*DATA SUPPLIED*.
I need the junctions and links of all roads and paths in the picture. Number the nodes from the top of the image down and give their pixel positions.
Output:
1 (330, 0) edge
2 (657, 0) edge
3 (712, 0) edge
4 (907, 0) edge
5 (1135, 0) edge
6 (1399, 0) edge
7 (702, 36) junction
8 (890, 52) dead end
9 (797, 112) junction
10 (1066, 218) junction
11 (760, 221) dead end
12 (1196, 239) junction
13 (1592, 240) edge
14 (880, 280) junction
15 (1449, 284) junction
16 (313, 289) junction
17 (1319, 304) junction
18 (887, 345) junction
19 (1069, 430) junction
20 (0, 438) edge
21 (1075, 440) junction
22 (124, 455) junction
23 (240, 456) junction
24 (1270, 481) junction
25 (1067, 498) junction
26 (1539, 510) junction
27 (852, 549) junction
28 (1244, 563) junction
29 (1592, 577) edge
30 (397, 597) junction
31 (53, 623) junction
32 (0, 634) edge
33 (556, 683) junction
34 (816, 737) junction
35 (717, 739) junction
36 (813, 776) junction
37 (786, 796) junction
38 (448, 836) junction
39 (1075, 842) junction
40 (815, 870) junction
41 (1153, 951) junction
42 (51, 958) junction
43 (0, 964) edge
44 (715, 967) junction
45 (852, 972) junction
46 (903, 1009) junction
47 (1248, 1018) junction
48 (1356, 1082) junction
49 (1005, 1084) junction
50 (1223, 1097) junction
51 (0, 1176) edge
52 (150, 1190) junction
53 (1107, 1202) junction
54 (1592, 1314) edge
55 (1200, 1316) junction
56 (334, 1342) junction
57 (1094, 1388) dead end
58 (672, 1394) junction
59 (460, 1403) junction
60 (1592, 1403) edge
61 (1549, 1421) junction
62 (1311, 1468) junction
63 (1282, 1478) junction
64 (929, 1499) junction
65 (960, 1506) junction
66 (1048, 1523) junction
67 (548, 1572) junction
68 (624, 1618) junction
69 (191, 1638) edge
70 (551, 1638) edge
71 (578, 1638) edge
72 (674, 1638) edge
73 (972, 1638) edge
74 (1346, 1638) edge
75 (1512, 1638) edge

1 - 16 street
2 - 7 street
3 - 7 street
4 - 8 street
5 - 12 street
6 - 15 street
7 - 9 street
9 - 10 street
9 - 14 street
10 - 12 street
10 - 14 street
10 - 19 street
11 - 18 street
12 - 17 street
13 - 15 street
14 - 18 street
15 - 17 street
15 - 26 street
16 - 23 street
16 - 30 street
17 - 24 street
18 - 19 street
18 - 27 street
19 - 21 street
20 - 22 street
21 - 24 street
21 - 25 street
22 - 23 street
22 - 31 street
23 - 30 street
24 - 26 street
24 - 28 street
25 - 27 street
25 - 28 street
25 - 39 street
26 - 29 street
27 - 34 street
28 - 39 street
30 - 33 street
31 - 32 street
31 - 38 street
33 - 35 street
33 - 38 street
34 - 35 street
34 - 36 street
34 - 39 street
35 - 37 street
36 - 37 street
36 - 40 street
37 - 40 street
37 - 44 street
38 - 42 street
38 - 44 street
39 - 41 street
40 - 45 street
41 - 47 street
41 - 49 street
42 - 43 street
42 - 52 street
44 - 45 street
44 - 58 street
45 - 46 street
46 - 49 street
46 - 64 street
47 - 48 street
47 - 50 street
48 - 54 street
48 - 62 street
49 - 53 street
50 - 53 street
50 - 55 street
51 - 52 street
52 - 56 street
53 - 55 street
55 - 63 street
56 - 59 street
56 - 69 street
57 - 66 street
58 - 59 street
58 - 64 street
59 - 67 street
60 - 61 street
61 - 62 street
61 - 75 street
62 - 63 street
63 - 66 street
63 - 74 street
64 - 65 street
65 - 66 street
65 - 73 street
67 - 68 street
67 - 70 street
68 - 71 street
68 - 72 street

*PROBLEM DESCRIPTION*. Each line containing the word "dead" must be pulled from the listing and copied.

*PROBLEM SOLUTION*.
8 (890, 52) dead end
11 (760, 221) dead end
57 (1094, 1388) dead end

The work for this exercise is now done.